- _Task prompt_
Going through the data below, tally every line where the string "Hardwood" occurs, then give only the tally.

- _Records shown_
★ ★ ★ ★ ★ ★ ★

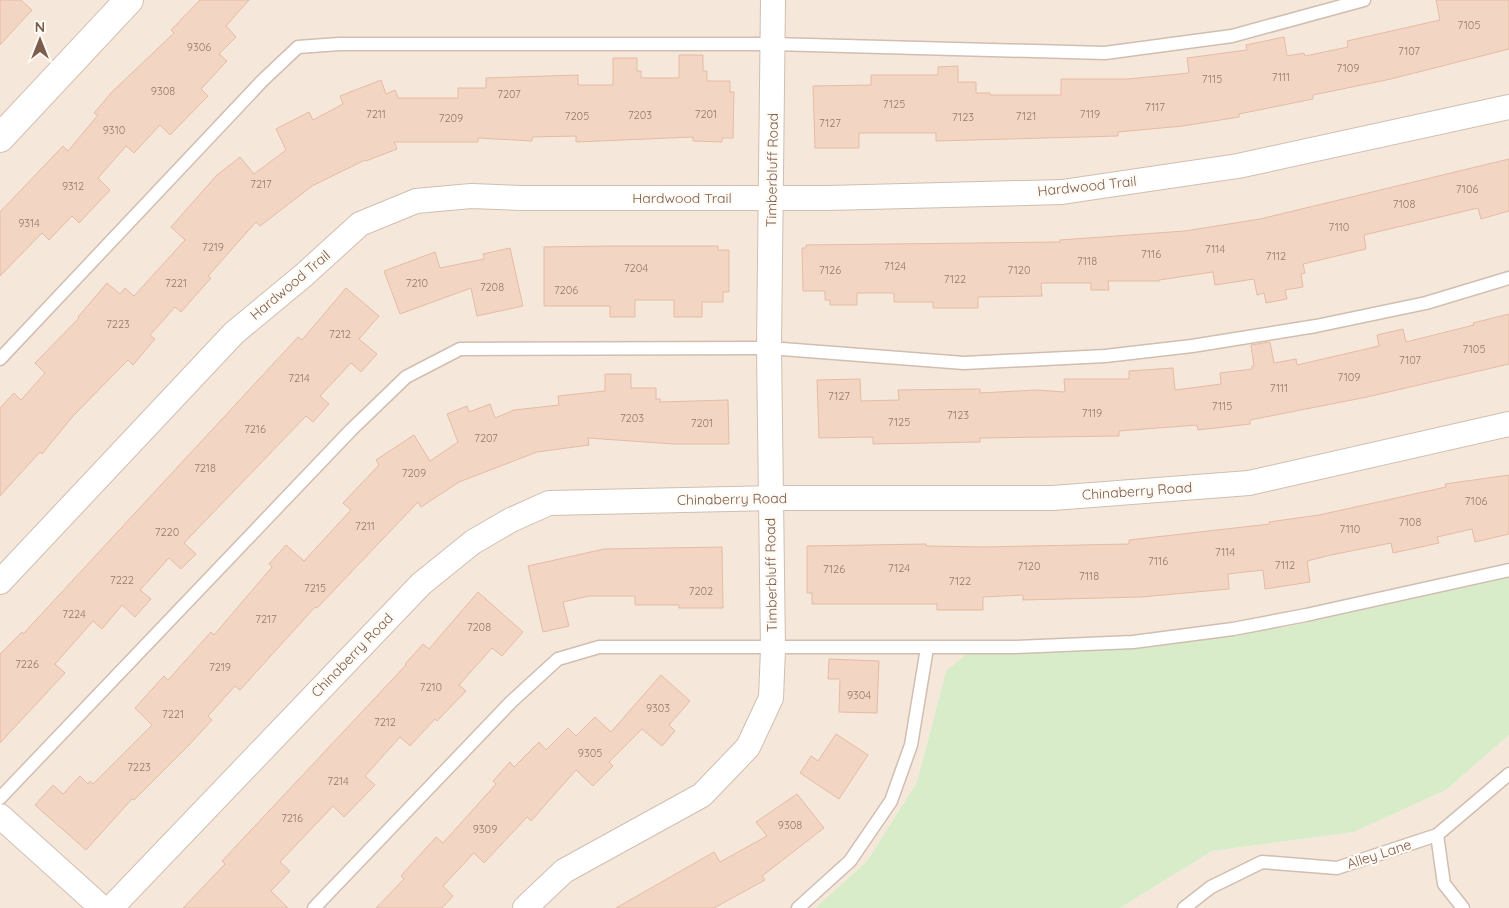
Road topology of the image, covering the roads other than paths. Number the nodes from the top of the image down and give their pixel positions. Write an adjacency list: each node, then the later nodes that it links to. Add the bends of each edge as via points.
1 (129, 0): 6 (street)
2 (773, 0): 4 (street, Timberbluff Road)
3 (1364, 0): 4 (lane, via 1232,36 1105,53)
4 (773, 44): 7 (street, Timberbluff Road); 10 (lane, via 339,44 298,48 263,80)
5 (1509, 107): 7 (street, Hardwood Trail, via 1238,166 1062,192)
6 (0, 138)
7 (772, 197): 9 (street, Timberbluff Road); 14 (street, Hardwood Trail, via 471,196 416,201 360,224 234,333)
8 (1509, 278): 9 (lane, via 1426,303 1316,326 1105,356 964,362)
9 (769, 348): 12 (street, Timberbluff Road); 18 (lane, via 460,349 406,377 351,430)
10 (0, 359)
11 (1509, 424): 12 (street, Chinaberry Road, via 1249,483 1053,498)
12 (770, 498): 16 (street, Timberbluff Road); 22 (street, Chinaberry Road, via 549,503 473,542 421,584)
13 (1509, 570): 15 (lane, via 1224,630 1133,642)
14 (0, 582)
15 (927, 648): 16 (lane); 25 (lane, via 911,746 891,801 850,861)
16 (773, 649): 23 (lane, via 599,647 558,659 511,702); 24 (street, Timberbluff Road, via 770,698 748,747 702,795 564,871)
17 (1509, 774): 20 (lane, Alley Lane)
18 (0, 798)
19 (0, 816): 21 (street)
20 (1436, 835): 26 (lane, Alley Lane, via 1337,868 1262,862 1210,887); 27 (lane, via 1444,884)
21 (102, 908)
22 (111, 908)
23 (314, 908)
24 (525, 908)
25 (798, 908)
26 (1184, 908)
27 (1463, 908)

★ ★ ★ ★ ★ ★ ★

- _Solution for this problem_
2